Thank you, Chair, and thank you for this hard-working committee. I don't now how you guys do it. That's a lot of witnesses you are hearing from. I'm going to do my best to be quick.
Yesterday, the Bank of Canada told us that the worst could soon be over for the economy. That's great news, although the pace of rebound of the economy is far from certain. The virus certainly killed the income-earning potential for over one-third of Canadian workers, according to Statistics Canada, by mid-April, but the federal treasury swiftly acted to help people contain the contagion and prevent a surge of debt, announcing about $146 billion in COVID-related spending. The Parliamentary Budget Officer estimates that real GDP is likely to shrink by 12%, so the Government of Canada's initiatives may backfill about half of the estimated $288-billion hole created by the pandemic.

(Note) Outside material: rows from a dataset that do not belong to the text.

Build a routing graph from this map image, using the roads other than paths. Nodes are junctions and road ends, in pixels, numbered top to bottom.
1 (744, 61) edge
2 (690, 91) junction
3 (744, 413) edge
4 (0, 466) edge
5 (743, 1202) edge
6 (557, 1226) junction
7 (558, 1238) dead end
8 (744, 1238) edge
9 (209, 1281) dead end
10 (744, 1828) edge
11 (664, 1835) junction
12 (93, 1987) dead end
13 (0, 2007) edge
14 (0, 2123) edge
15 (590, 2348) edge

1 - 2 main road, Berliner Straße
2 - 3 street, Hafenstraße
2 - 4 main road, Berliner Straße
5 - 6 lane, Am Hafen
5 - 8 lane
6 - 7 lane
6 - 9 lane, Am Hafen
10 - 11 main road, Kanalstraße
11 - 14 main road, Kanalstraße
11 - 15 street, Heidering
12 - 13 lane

As our hopes and actions now turn to recovery, the debate is already dominated, as you have heard, by a discussion of how quickly to turn off the federal spending taps and to delimit public deficit and debt. I contend that this is the wrong approach. We should not be looking at the cost of federal spending without also looking at its benefits—in other words, the net benefits of public spending.

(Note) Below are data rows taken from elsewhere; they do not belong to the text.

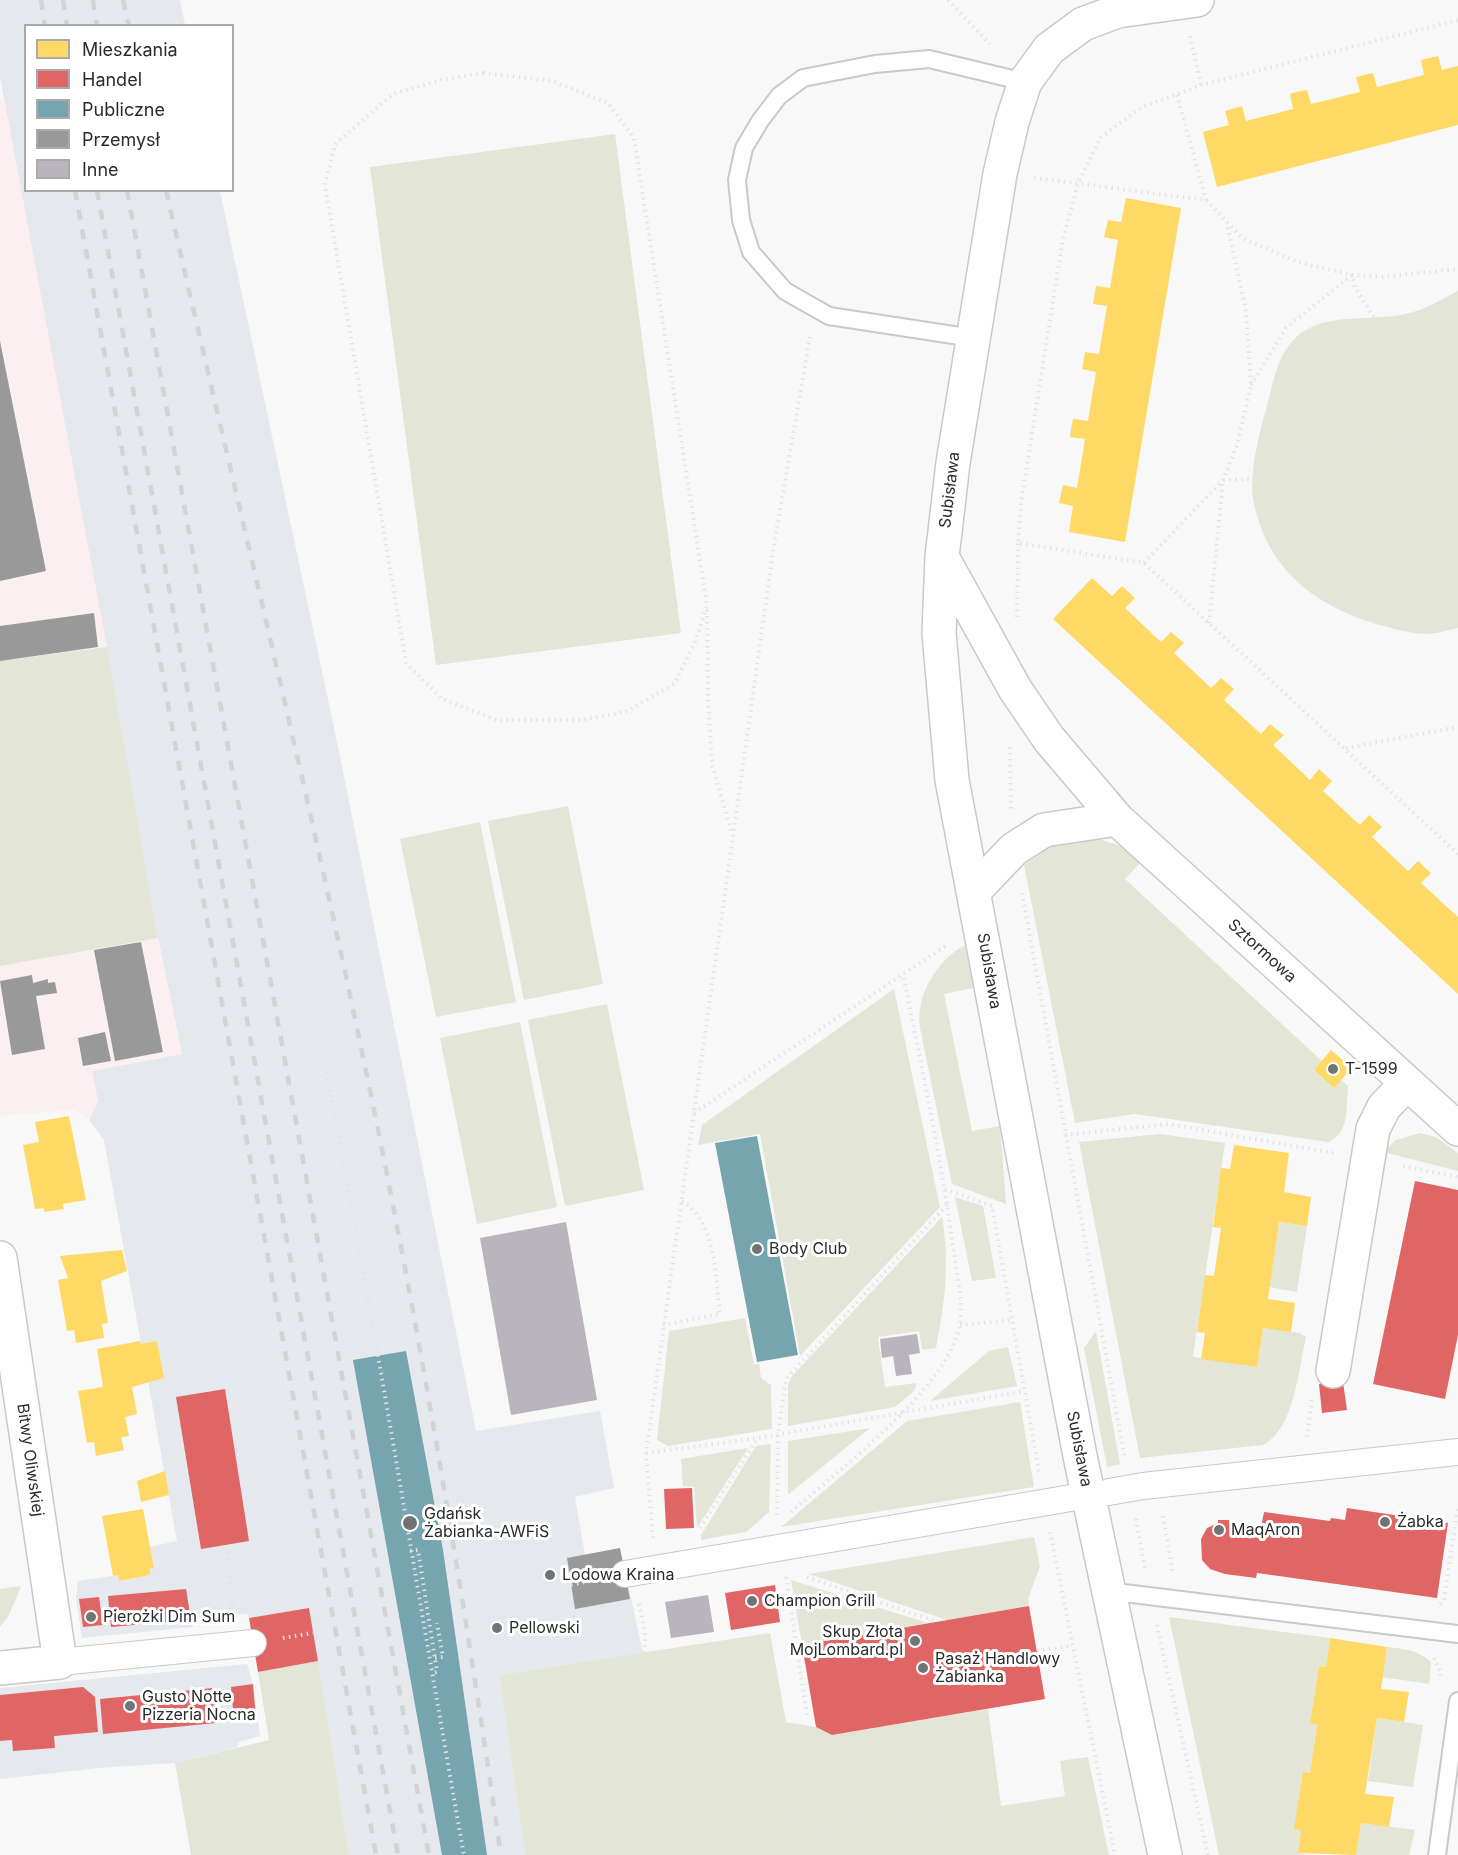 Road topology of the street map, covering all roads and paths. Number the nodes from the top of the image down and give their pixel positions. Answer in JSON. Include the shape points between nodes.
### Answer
{"nodes":[{"id":1,"x":948,"y":0,"type":"edge"},
{"id":2,"x":1190,"y":1,"type":"edge"},
{"id":3,"x":1458,"y":20,"type":"edge"},
{"id":4,"x":1025,"y":82,"type":"junction"},
{"id":5,"x":1201,"y":85,"type":"junction"},
{"id":6,"x":1177,"y":95,"type":"junction"},
{"id":7,"x":1000,"y":174,"type":"junction"},
{"id":8,"x":1078,"y":183,"type":"junction"},
{"id":9,"x":1206,"y":200,"type":"junction"},
{"id":10,"x":1227,"y":221,"type":"junction"},
{"id":11,"x":1458,"y":269,"type":"edge"},
{"id":12,"x":1352,"y":275,"type":"junction"},
{"id":13,"x":814,"y":308,"type":"junction"},
{"id":14,"x":973,"y":338,"type":"junction"},
{"id":15,"x":1251,"y":385,"type":"junction"},
{"id":16,"x":1458,"y":411,"type":"edge"},
{"id":17,"x":1410,"y":440,"type":"junction"},
{"id":18,"x":1458,"y":460,"type":"edge"},
{"id":19,"x":1223,"y":480,"type":"junction"},
{"id":20,"x":1018,"y":543,"type":"junction"},
{"id":21,"x":942,"y":557,"type":"junction"},
{"id":22,"x":1144,"y":563,"type":"junction"},
{"id":23,"x":707,"y":606,"type":"junction"},
{"id":24,"x":1458,"y":609,"type":"edge"},
{"id":25,"x":1209,"y":623,"type":"junction"},
{"id":26,"x":1017,"y":624,"type":"dead end"},
{"id":27,"x":1458,"y":727,"type":"edge"},
{"id":28,"x":1010,"y":744,"type":"dead end"},
{"id":29,"x":1345,"y":748,"type":"junction"},
{"id":30,"x":1117,"y":819,"type":"junction"},
{"id":31,"x":733,"y":836,"type":"junction"},
{"id":32,"x":1014,"y":849,"type":"junction"},
{"id":33,"x":1458,"y":854,"type":"edge"},
{"id":34,"x":974,"y":891,"type":"junction"},
{"id":35,"x":1025,"y":910,"type":"junction"},
{"id":36,"x":981,"y":926,"type":"junction"},
{"id":37,"x":903,"y":974,"type":"junction"},
{"id":38,"x":325,"y":1066,"type":"dead end"},
{"id":39,"x":1407,"y":1083,"type":"junction"},
{"id":40,"x":693,"y":1114,"type":"junction"},
{"id":41,"x":1458,"y":1129,"type":"edge"},
{"id":42,"x":1065,"y":1135,"type":"junction"},
{"id":43,"x":1367,"y":1159,"type":"junction"},
{"id":44,"x":1458,"y":1177,"type":"edge"},
{"id":45,"x":945,"y":1189,"type":"junction"},
{"id":46,"x":681,"y":1201,"type":"junction"},
{"id":47,"x":947,"y":1205,"type":"junction"},
{"id":48,"x":0,"y":1258,"type":"edge"},
{"id":49,"x":1012,"y":1320,"type":"junction"},
{"id":50,"x":663,"y":1325,"type":"junction"},
{"id":51,"x":960,"y":1325,"type":"junction"},
{"id":52,"x":1333,"y":1371,"type":"dead end"},
{"id":53,"x":1025,"y":1391,"type":"junction"},
{"id":54,"x":907,"y":1411,"type":"junction"},
{"id":55,"x":778,"y":1433,"type":"junction"},
{"id":56,"x":758,"y":1438,"type":"junction"},
{"id":57,"x":1458,"y":1452,"type":"edge"},
{"id":58,"x":646,"y":1453,"type":"junction"},
{"id":59,"x":1158,"y":1484,"type":"junction"},
{"id":60,"x":1120,"y":1490,"type":"junction"},
{"id":61,"x":1071,"y":1498,"type":"dead end"},
{"id":62,"x":1044,"y":1502,"type":"junction"},
{"id":63,"x":1458,"y":1505,"type":"edge"},
{"id":64,"x":410,"y":1551,"type":"junction"},
{"id":65,"x":227,"y":1552,"type":"dead end"},
{"id":66,"x":783,"y":1558,"type":"junction"},
{"id":67,"x":647,"y":1570,"type":"junction"},
{"id":68,"x":1185,"y":1575,"type":"dead end"},
{"id":69,"x":1108,"y":1591,"type":"junction"},
{"id":70,"x":1150,"y":1596,"type":"junction"},
{"id":71,"x":1438,"y":1606,"type":"dead end"},
{"id":72,"x":937,"y":1622,"type":"dead end"},
{"id":73,"x":437,"y":1623,"type":"dead end"},
{"id":74,"x":1458,"y":1634,"type":"edge"},
{"id":75,"x":244,"y":1645,"type":"joint"},
{"id":76,"x":1072,"y":1646,"type":"junction"},
{"id":77,"x":1037,"y":1651,"type":"dead end"},
{"id":78,"x":1428,"y":1651,"type":"dead end"},
{"id":79,"x":435,"y":1658,"type":"junction"},
{"id":80,"x":60,"y":1662,"type":"junction"},
{"id":81,"x":0,"y":1668,"type":"edge"},
{"id":82,"x":431,"y":1674,"type":"junction"},
{"id":83,"x":267,"y":1684,"type":"dead end"},
{"id":84,"x":1439,"y":1684,"type":"dead end"},
{"id":85,"x":1458,"y":1701,"type":"edge"},
{"id":86,"x":807,"y":1715,"type":"dead end"},
{"id":87,"x":833,"y":1823,"type":"junction"},
{"id":88,"x":305,"y":1855,"type":"edge"},
{"id":89,"x":464,"y":1855,"type":"edge"},
{"id":90,"x":782,"y":1855,"type":"edge"},
{"id":91,"x":1010,"y":1855,"type":"edge"},
{"id":92,"x":1115,"y":1855,"type":"edge"},
{"id":93,"x":1165,"y":1855,"type":"edge"},
{"id":94,"x":1208,"y":1855,"type":"edge"},
{"id":95,"x":1437,"y":1855,"type":"edge"}],
"edges":[{"from":1,"to":4,"type":"path"},
{"from":2,"to":4,"type":"street","name":"Subisława","via":[[1118,11],[1083,24],[1049,49]]},
{"from":2,"to":5,"type":"path"},
{"from":3,"to":5,"type":"path"},
{"from":4,"to":7,"type":"street","name":"Subisława"},
{"from":4,"to":13,"type":"lane","via":[[929,58],[803,78],[779,96],[744,148],[737,180],[741,220],[751,252],[785,291]]},
{"from":5,"to":6,"type":"path"},
{"from":6,"to":8,"type":"path","via":[[1142,107],[1101,137]]},
{"from":6,"to":9,"type":"path"},
{"from":7,"to":8,"type":"path"},
{"from":7,"to":14,"type":"street","name":"Subisława"},
{"from":8,"to":9,"type":"path"},
{"from":8,"to":20,"type":"path","via":[[1062,244]]},
{"from":9,"to":10,"type":"path"},
{"from":10,"to":12,"type":"path","via":[[1242,238],[1265,249],[1298,262]]},
{"from":10,"to":15,"type":"path","via":[[1246,311]]},
{"from":11,"to":12,"type":"path","via":[[1383,277]]},
{"from":12,"to":15,"type":"path","via":[[1286,328]]},
{"from":12,"to":17,"type":"path","via":[[1355,288],[1374,317]]},
{"from":13,"to":14,"type":"lane","via":[[829,316]]},
{"from":13,"to":31,"type":"path","via":[[774,545]]},
{"from":14,"to":21,"type":"street","name":"Subisława"},
{"from":15,"to":19,"type":"path","via":[[1237,445]]},
{"from":16,"to":17,"type":"path"},
{"from":17,"to":18,"type":"path"},
{"from":17,"to":19,"type":"path","via":[[1323,453],[1253,479]]},
{"from":17,"to":24,"type":"path"},
{"from":19,"to":22,"type":"path"},
{"from":19,"to":25,"type":"path"},
{"from":20,"to":22,"type":"path"},
{"from":20,"to":26,"type":"path"},
{"from":21,"to":30,"type":"street","name":"Sztormowa","via":[[1015,689],[1049,739]]},
{"from":21,"to":34,"type":"street","name":"Subisława","via":[[939,633],[952,780]]},
{"from":22,"to":25,"type":"path"},
{"from":23,"to":23,"type":"path","via":[[633,138],[608,103],[552,81],[483,73],[393,94],[335,144],[325,185],[406,663],[442,699],[497,720],[582,720],[628,711],[675,683]]},
{"from":23,"to":31,"type":"path","via":[[712,764]]},
{"from":25,"to":29,"type":"path"},
{"from":27,"to":29,"type":"path"},
{"from":28,"to":32,"type":"path"},
{"from":29,"to":33,"type":"path"},
{"from":30,"to":32,"type":"street","via":[[1044,830]]},
{"from":30,"to":39,"type":"street","name":"Sztormowa"},
{"from":31,"to":40,"type":"path"},
{"from":32,"to":34,"type":"street"},
{"from":32,"to":35,"type":"path"},
{"from":34,"to":36,"type":"street","name":"Subisława"},
{"from":35,"to":36,"type":"path"},
{"from":35,"to":42,"type":"path"},
{"from":36,"to":37,"type":"path"},
{"from":36,"to":69,"type":"street","name":"Subisława"},
{"from":37,"to":40,"type":"path"},
{"from":37,"to":45,"type":"path"},
{"from":38,"to":64,"type":"path","via":[[378,1348]]},
{"from":39,"to":41,"type":"street","name":"Sztormowa"},
{"from":39,"to":43,"type":"street","via":[[1384,1107],[1373,1128]]},
{"from":40,"to":46,"type":"path"},
{"from":42,"to":43,"type":"path","via":[[1168,1124]]},
{"from":42,"to":60,"type":"path"},
{"from":43,"to":44,"type":"path"},
{"from":43,"to":52,"type":"street"},
{"from":45,"to":47,"type":"path"},
{"from":45,"to":49,"type":"path","via":[[992,1206]]},
{"from":46,"to":50,"type":"path"},
{"from":46,"to":50,"type":"path","via":[[693,1207],[707,1232],[720,1314]]},
{"from":47,"to":51,"type":"path"},
{"from":47,"to":55,"type":"path","via":[[786,1379]]},
{"from":48,"to":80,"type":"street","name":"Bitwy Oliwskiej"},
{"from":49,"to":51,"type":"path"},
{"from":49,"to":53,"type":"path"},
{"from":50,"to":58,"type":"path"},
{"from":51,"to":54,"type":"path","via":[[945,1358]]},
{"from":53,"to":54,"type":"path"},
{"from":53,"to":62,"type":"path"},
{"from":54,"to":55,"type":"path"},
{"from":54,"to":55,"type":"path","via":[[777,1523]]},
{"from":55,"to":56,"type":"path"},
{"from":56,"to":58,"type":"path"},
{"from":56,"to":67,"type":"path"},
{"from":57,"to":59,"type":"street"},
{"from":58,"to":67,"type":"path"},
{"from":59,"to":60,"type":"street"},
{"from":59,"to":68,"type":"path","via":[[1173,1574]]},
{"from":60,"to":70,"type":"path"},
{"from":61,"to":62,"type":"street"},
{"from":62,"to":66,"type":"street"},
{"from":62,"to":76,"type":"path"},
{"from":63,"to":71,"type":"path","via":[[1444,1600]]},
{"from":64,"to":79,"type":"path","via":[[418,1550]]},
{"from":64,"to":82,"type":"path"},
{"from":65,"to":75,"type":"path"},
{"from":66,"to":67,"type":"street"},
{"from":66,"to":72,"type":"path"},
{"from":66,"to":86,"type":"path"},
{"from":67,"to":87,"type":"path","via":[[644,1670],[650,1696],[701,1748],[778,1807]]},
{"from":69,"to":70,"type":"lane"},
{"from":69,"to":93,"type":"street","name":"Subisława"},
{"from":70,"to":74,"type":"lane"},
{"from":70,"to":94,"type":"path"},
{"from":73,"to":79,"type":"path","via":[[443,1657]]},
{"from":75,"to":80,"type":"street"},
{"from":76,"to":77,"type":"path"},
{"from":76,"to":92,"type":"path"},
{"from":78,"to":84,"type":"path","via":[[1441,1673]]},
{"from":79,"to":82,"type":"path","via":[[437,1672]]},
{"from":80,"to":81,"type":"street"},
{"from":82,"to":89,"type":"path"},
{"from":83,"to":88,"type":"path","via":[[278,1722],[291,1737],[292,1780]]},
{"from":85,"to":95,"type":"lane"},
{"from":87,"to":90,"type":"path"},
{"from":87,"to":91,"type":"path","via":[[868,1816],[924,1818],[995,1843]]}]}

Indeed, the federal government is going to have to keep spending more than it did before COVID-19 hit, but it will have to pivot to reassuring Canadians about the ability to safely reopen the economy instead of keeping people safe at home to contain the contagion, and that spending will have to be designed to maximize the future potential for growth—not just how much you spend but what you spend it on. Targeted and sufficiently resourced spending could literally pay for itself, not just in shovel-ready physical infrastructure but also in critical social infrastructure that supports the economic activity we all undertake through our households and our businesses, just as much as roads and bridges do.
This pivot from contagion containment to strategies for safe reopening will require historic federal intervention in child care, for reasons that I just detailed in my presentation to the Standing Committee on Human Resources, Skills and Social Development just moments ago. I have submitted my brief to your clerk, so please avail yourselves of it if you would like to learn why I think child care is the secret sauce to recovery. Simply put, given the number of women who have been sidelined by the shutdown of activity that is simply essential to economic transactions, and given that pre-COVID, women were 50% of employees, there can be no recovering without a “she-covery”, and there can be no “she-covery” without child care.
Without a nationwide strategy for safe protocols for reopening schools and child care facilities, we are likely to create another vector for transmission just like the long-term care facilities, and we will not be able to fully redeploy our economic potential for even longer. Therefore, putting the emphasis on safe reopening is key, and the federal government will play a key role in ensuring exactly that, because the last thing we want is for child care to look like long-term care with regard to COVID transmission.
I will just remind you quickly that the problem is actually a cascade of problems. It's a health crisis triggering an economic crisis, which is triggering a debt crisis. Obviously, job one is to contain the health crisis. Job two is to offset the scale of the economic crisis. Only when we've done those two things will we know what the scale of the debt crisis is that we will have to deal with as households, as businesses and as governments at every level. More debt is simply inevitable. The only question is who will hold it. In accounting terms, there are only four places for the debt to grow: among households, among corporations, among governments, and through current accounts, which are cash flows into and out of Canada.
Government debt will include increasing debt for the federal, provincial and territorial governments as well as municipal shortfalls in revenue intake for non-discretionary expenditures that they must make for their citizens. This pandemic should result in more government debt to secure the recovery, and it should be more federal government debt, because federal debt is the lowest-risk, lowest-cost debt in the entire ecosystem of debt. Households pay the highest rate on debt, followed by businesses, followed by municipalities, followed by provinces. The cheese stands alone when it comes to the federal debt.
Those arguing to reduce federal deficit debt are, in my view, effectively arguing for a slower recovery, deeper economic losses for more people and more income being paid through the entire system for debt servicing. I am confident this is nobody's goal at this table.
Thank you for your time. I welcome any of the questions you have about my approach that federal debt will be a good thing in the coming months.